Lawrence “Larry” Tesler, 74, the Silicon Valley pioneer who created the now-ubiquitous computer concepts such as “cut,” “copy” and “paste,” has died Feb 16 at his home in Portola Valley, California.
“The inventor of cut/copy & paste, find & replace, and more was former Xerox researcher Larry Tesler. Your workday is easier thanks to his revolutionary ideas,” Xerox said in a tweet Wednesday. The gifted mathematician went on to work at a number of Silicon Valley’s most important companies, including Apple and Amazon, before turning independent consultant.
Kellye Nakahara, 73, the actress best known for her recurring role as Nurse Kellye Yamato on the hit television series “M*A*S*H,” died Feb.16 at home in Pasadena, California. The cause was cancer.
Her character in “M*A*S*H” carried a torch for Hawkeye, played by Alan Alda. “She was adorable and brilliant in the part,” Alda said. “She began as a background performer and worked her way up.” Nakahara appeared in 167 episodes.
Zoe Caldwell, 86, a four-time Tony Award winner who brought humanity to larger-than-life characters, whether it be the dotty schoolteacher Miss Jean Brodie, aging opera star Maria Callas or the betrayed, murderous Medea, died Feb. 16 at home in Pound Ridge, New York, of complications from Parkinson’s disease.
The Australian-born actress played in regional theaters around the English-speaking world before becoming the toast of Broadway in 1968, and winning her second Tony, for “The Prime of Miss Jean Brodie.” Among her other characters were Cleopatra, Saint Joan, Mother Courage and authors Colette and Lillian Hellman.
Charles “Chuckie” O’Brien, 86, longtime associate of Teamsters boss Jimmy Hoffa who became a leading suspect in the labor leader’s disappearance and later was portrayed in the Martin Scorsese film “The Irishman,” died Feb. 13 in Boca Raton, Florida.
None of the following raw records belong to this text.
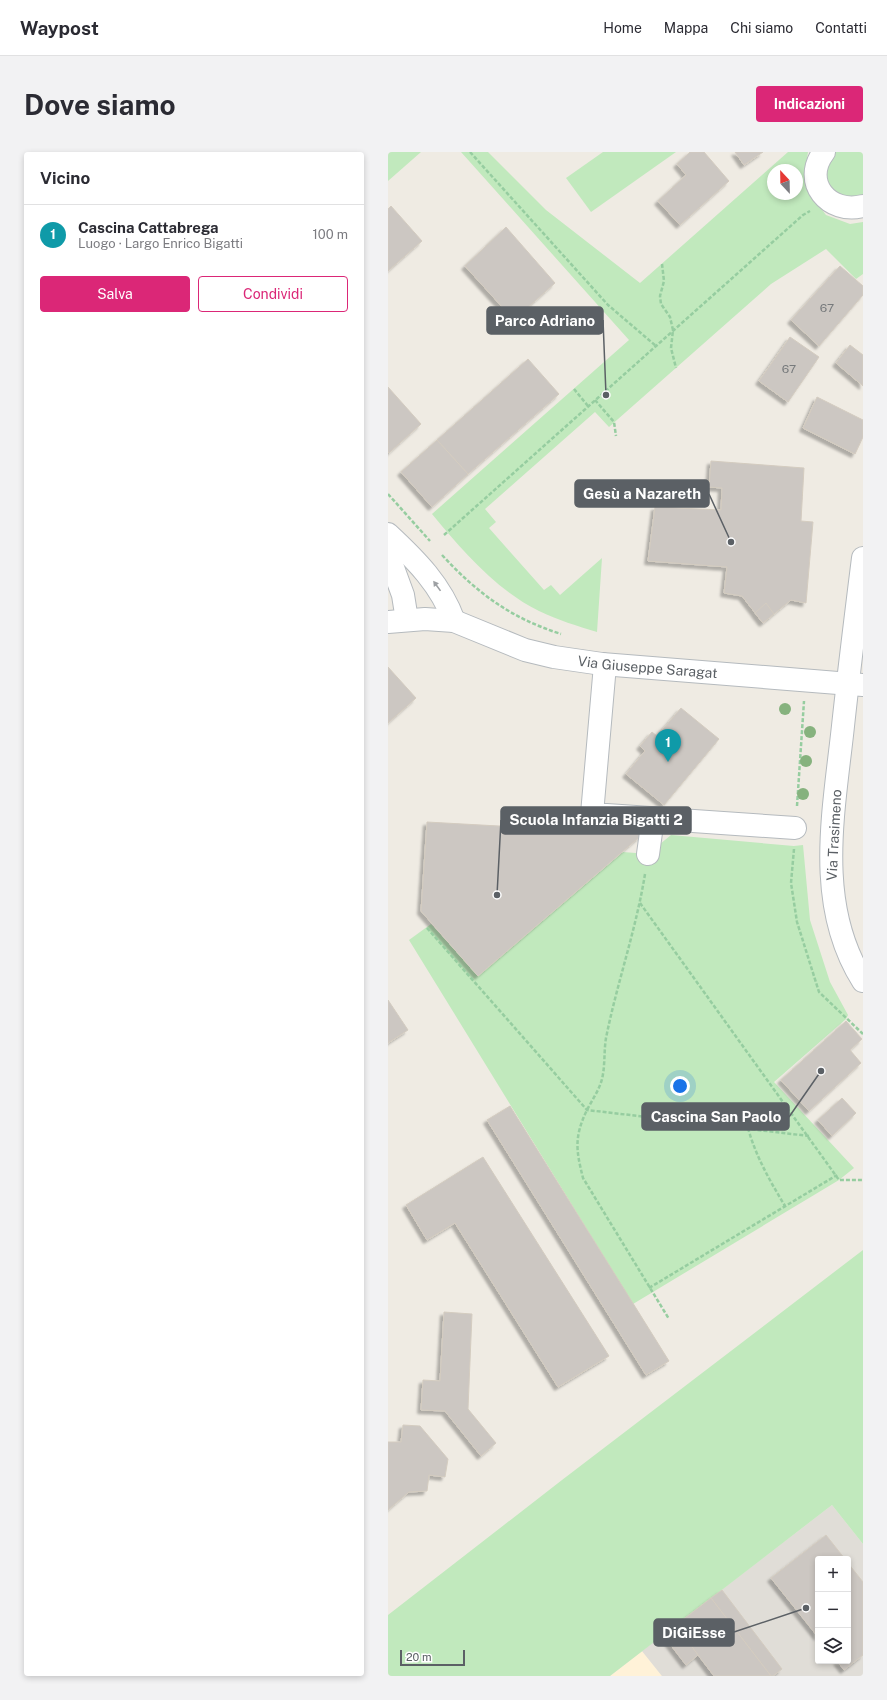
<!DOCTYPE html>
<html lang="it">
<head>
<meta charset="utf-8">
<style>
  :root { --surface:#fff; --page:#f2f2f3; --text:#2b2b33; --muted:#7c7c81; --line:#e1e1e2; --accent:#db2777 }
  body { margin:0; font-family:"Public Sans",sans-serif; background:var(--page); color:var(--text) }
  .controls { position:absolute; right:12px; bottom:12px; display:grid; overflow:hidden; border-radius:4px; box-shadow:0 2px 6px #0003 }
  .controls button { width:36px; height:36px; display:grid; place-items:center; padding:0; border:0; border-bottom:1px solid var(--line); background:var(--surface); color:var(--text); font:20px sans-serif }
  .compass { position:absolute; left:379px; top:12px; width:36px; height:36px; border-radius:50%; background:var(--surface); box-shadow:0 2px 6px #0003; rotate:338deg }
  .scale { position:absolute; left:12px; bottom:10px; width:65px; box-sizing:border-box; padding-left:4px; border:2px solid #5b6065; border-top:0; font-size:11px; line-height:14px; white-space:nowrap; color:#5b6065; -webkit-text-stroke:3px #fff; paint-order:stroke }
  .you { position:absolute; left:292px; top:934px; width:14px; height:14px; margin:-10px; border:3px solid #fff; border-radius:50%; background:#1a73e8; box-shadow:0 0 0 6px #1a73e833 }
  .badge { display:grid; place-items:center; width:26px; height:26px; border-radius:50%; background:var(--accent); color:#fff; font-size:13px; font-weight:700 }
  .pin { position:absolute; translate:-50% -33px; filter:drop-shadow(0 1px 2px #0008) }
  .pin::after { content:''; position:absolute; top:21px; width:14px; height:12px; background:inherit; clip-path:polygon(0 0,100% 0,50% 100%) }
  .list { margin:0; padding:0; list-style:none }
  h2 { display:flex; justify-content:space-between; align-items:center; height:52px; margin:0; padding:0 16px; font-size:17px }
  h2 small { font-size:13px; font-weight:400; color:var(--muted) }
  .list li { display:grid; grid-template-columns:26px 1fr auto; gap:12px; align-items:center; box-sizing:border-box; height:60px; padding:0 16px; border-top:1px solid var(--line) }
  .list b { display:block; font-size:15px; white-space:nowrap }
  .list p { margin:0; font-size:13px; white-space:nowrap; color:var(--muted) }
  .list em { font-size:13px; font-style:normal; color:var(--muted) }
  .actions { display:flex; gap:8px; padding:12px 16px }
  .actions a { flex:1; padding:9px 0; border:1px solid var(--accent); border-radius:4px; text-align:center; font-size:14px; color:var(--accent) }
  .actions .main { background:var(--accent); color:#fff }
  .icon { flex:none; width:22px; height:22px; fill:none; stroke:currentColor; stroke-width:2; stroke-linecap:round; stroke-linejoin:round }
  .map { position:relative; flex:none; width:475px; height:1524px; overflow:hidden; border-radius:4px }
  header { display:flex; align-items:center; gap:24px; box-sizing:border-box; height:56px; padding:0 20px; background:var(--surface); border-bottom:1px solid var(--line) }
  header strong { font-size:19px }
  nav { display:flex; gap:22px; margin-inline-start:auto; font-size:14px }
  .intro { display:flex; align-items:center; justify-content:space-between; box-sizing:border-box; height:96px; padding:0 24px }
  h1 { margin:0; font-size:28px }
  .button { padding:10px 18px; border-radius:4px; background:var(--accent); color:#fff; font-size:14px; font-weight:700 }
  main { display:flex; gap:24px; padding:0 24px }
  aside { flex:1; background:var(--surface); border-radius:4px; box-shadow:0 2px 6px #0003 }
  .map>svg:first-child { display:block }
  .commercial { fill:#fff2d8 }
  .industrial { fill:#e0ddd7; fill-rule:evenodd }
  .green { fill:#c1e9bd; fill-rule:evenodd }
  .building { fill:#ccc7c2; stroke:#d4ccc0; filter:url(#shadow) }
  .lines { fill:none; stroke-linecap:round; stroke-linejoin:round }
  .minor-casing { stroke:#b5babe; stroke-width:24 }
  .path { stroke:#96cda0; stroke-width:2.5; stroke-dasharray:4 2; stroke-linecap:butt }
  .minor { stroke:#fff; stroke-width:22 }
  .tree { fill:#86b27e }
  .oneway { fill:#9da0a3 }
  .labels { text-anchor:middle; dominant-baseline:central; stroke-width:3.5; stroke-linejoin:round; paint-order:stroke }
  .number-label { font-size:12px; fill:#777a7c }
  .street-label { font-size:14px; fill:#5b6065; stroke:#fff }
  .leader { fill:none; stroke:#5b6065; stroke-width:1.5 }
  .callout-dot { fill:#5b6065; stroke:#fff; stroke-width:1.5 }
  .callout { fill:#5b6065; stroke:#5b6065; stroke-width:1.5 }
  .callout-label { font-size:15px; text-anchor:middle; font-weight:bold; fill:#fff }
</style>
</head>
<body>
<header>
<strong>Waypost</strong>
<nav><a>Home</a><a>Mappa</a><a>Chi siamo</a><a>Contatti</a></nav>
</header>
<div class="intro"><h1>Dove siamo</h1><a class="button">Indicazioni</a></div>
<main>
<aside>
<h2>Vicino<small></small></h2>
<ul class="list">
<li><span class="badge" style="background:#0f9aa8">1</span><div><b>Cascina Cattabrega</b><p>Luogo · Largo Enrico Bigatti</p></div><em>100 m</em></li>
</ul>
<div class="actions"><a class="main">Salva</a><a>Condividi</a></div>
</aside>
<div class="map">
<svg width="475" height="1524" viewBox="0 0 475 1524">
  <defs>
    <filter id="shadow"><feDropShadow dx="-3.5" dy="3.5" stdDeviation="1" flood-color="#0004"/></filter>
  </defs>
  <rect width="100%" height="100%" fill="#efebe3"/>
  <polygon class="commercial" points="254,1499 274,1524 222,1524"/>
  <path class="industrial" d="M444 1353 475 1392V1524H274L254 1499ZM430 1407H460V1509H430Z"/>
  <g class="green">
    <polygon points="0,0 33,0 0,29"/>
    <path d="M73 0H100L158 58 252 131 400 0H420L416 25 424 45 432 55 438 63 462 72 475 70V122L468 127 438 97 383 132 221 275 207 260 97 357 108 370 101 376 156 438 163 433 172 443 214 406 209 480C189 474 170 468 151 459 108 438 74 398 44 362L241 188ZM385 18H409V42H385Z"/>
    <polygon points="215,0 288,0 203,60 178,26"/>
    <polygon points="444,0 475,0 475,47 441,41 435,15"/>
    <polygon points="283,683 406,694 415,693 422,768 442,830 460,863 458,867 386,930 466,1016 451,1028 245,1152 21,788 43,772 90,824 235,700 260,702"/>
    <polygon points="475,1098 475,1392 444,1353 222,1524 0,1524 0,1463 174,1328"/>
  </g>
  <g class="building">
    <polygon points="302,0 316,0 341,29 292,73 270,49 298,23 289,12"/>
    <polygon points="347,0 375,0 356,13"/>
    <polygon points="3,54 34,89 0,119 0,57"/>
    <polygon points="118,75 167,131 126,168 77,114"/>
    <polygon points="452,114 475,134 475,143 431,194 403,168"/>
    <polygon points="402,185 431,205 400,250 371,229"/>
    <polygon points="462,193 475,203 475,234 448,211"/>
    <polygon points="140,207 171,242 80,322 49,288"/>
    <polygon points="0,235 33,272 1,301 0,300"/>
    <polygon points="429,245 475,268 475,285 467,302 415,276"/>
    <polygon points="49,288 80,322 44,355 13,320"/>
    <polygon points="323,309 416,316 413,369 425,370 418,451 403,448 375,471 354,444 336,441 339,415 260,409 267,355 333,358 334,336 321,335"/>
    <polygon points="378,451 386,462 375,471 367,461"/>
    <polygon points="0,515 28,546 0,571"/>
    <polygon points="293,556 331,587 276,653 238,622 257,599 252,594 264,580 269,584"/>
    <polygon points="39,670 255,682 90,824 33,759"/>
    <polygon points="0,848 20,878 0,891"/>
    <polygon points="458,869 474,887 462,898 473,911 421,959 393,928"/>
    <polygon points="454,946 468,961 444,984 430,968"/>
    <polygon points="122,954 281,1209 258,1223 99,968"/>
    <polygon points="95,1005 221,1204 170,1235 67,1071 39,1088 18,1053"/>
    <polygon points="56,1160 84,1162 80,1257 108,1291 93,1304 57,1259 33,1258 35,1228 52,1229"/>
    <polygon points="15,1273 32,1274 60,1307 57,1325 41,1323 39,1339 21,1340 0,1358 0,1290 13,1290"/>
    <polygon points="438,1383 457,1407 430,1407 430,1485 383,1426"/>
    <polygon points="460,1411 475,1430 475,1503 456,1518 449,1509 460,1509"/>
    <polygon points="334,1438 394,1517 385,1524 383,1524 323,1446"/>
    <polygon points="323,1446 383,1524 326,1524 310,1503 288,1473"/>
    <polygon points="288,1473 310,1503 298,1513 275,1483"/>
  </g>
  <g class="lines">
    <defs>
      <g id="minor">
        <path d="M436 0C413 30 441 63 475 54"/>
        <path d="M0 382C28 408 53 433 66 469"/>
        <polyline points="0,402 15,443 19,468"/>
        <path d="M475 406C468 462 461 518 455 574 446 659 426 752 475 829"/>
        <path id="s1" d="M0 470 37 467 66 469 137 498 166 505 214 512 475 533"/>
        <polyline points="214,512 217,513 204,662 407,676"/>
        <polyline points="260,702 265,666"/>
      </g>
    </defs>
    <use href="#minor" class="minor-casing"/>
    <g class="path">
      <polyline points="82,0 220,153 268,194"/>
      <polyline points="274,112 276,129 272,144 273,152 282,165 285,178 283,196 288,216"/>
      <polyline points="186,237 200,254"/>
      <polyline points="207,248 226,270 228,284"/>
      <polyline points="0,342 42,389"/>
      <polyline points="56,383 415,63 422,59"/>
      <path d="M54 403C90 442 123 466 173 482"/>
      <polyline points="409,654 416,549"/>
      <polyline points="406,697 403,731 409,770 431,840 475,882"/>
      <path d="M257 722C248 778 229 831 218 886 216 898 217 910 215 922 213 936 205 946 199 958 186 985 188 998 195 1026L281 1167"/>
      <polyline points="252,751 451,1028 475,1028"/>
      <polyline points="39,776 199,958 421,984"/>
      <path d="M360 976C368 1005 382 1029 397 1054"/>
      <polyline points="261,1136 449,1023"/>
    </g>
    <use href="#minor" class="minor"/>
  </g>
  <g class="tree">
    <circle cx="397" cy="557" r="6"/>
    <circle cx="422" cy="580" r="6"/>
    <circle cx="418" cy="609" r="6"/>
    <circle cx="415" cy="642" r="6"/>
  </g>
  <defs><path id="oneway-solid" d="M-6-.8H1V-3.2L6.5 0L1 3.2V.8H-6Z"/></defs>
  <use class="oneway" href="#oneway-solid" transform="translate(49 434) rotate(-126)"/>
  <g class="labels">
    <g class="number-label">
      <text x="439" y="156">67</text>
      <text x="401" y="217">67</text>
    </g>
    <g class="street-label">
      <text stroke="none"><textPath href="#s1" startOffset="267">Via Giuseppe Saragat</textPath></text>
      <text transform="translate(446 683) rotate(-87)">Via Trasimeno</text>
    </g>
  </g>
  <path class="leader" d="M218 243L215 168M343 390L321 342M109 743L113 668M433 919L401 965M418 1456L346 1480"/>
  <g class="callout-dot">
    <circle cx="218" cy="243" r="4"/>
    <circle cx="343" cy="390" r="4"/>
    <circle cx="109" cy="743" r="4"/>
    <circle cx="433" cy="919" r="4"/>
    <circle cx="418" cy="1456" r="4"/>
  </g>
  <g class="callout">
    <rect x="99" y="155" width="116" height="27" rx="4"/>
    <rect x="187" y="328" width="134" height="27" rx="4"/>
    <rect x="113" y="655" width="190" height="27" rx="4"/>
    <rect x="254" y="951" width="147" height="27" rx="4"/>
    <rect x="266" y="1467" width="80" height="27" rx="4"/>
  </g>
  <g class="callout-label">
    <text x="157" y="174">Parco Adriano</text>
    <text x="254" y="347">Gesù a Nazareth</text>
    <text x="208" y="673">Scuola Infanzia Bigatti 2</text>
    <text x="328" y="970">Cascina San Paolo</text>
    <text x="306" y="1486">DiGiEsse</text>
  </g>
</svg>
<div class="controls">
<button>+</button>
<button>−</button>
<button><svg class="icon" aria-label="layers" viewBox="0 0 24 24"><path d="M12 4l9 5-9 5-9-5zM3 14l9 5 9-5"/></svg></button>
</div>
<svg class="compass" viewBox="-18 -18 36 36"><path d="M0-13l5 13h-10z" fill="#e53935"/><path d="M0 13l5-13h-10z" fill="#7c7c81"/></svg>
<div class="scale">20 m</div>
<div class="you"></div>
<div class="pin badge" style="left:280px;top:610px;background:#0f9aa8">1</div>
</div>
</main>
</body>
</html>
He was a constant companion to Hoffa in the decades when the labor leader developed the Teamsters into one of the largest and most powerful unions in the nation, from the late 1950s to the early 1970s. After Hoffa’s disappearance in 1975, Mr. O’Brien became a leading suspect when the federal government publicly accused him of picking up Hoffa and driving him to his death. He always denied having anything to do with Hoffa’s disappearance. The suspicions persisted, and made it into “The Irishman,” in which Mr. O’Brien was portrayed by Jesse Plemons.
Frank Anderson, 78, American spymaster who oversaw the CIA’s covert mission to funnel weapons and other support to Afghan insurgents fighting their Soviet occupiers in the 1980s, died Jan. 27 in Sarasota, Florida. During his nearly 27 years with the CIA, he served as Beirut station chief; was promoted to chief of the Near East and South Asia division of the agency’s Directorate of Operations, its covert branch; and directed the agency’s technical services division, a role similar to that of James Bond’s “Q.”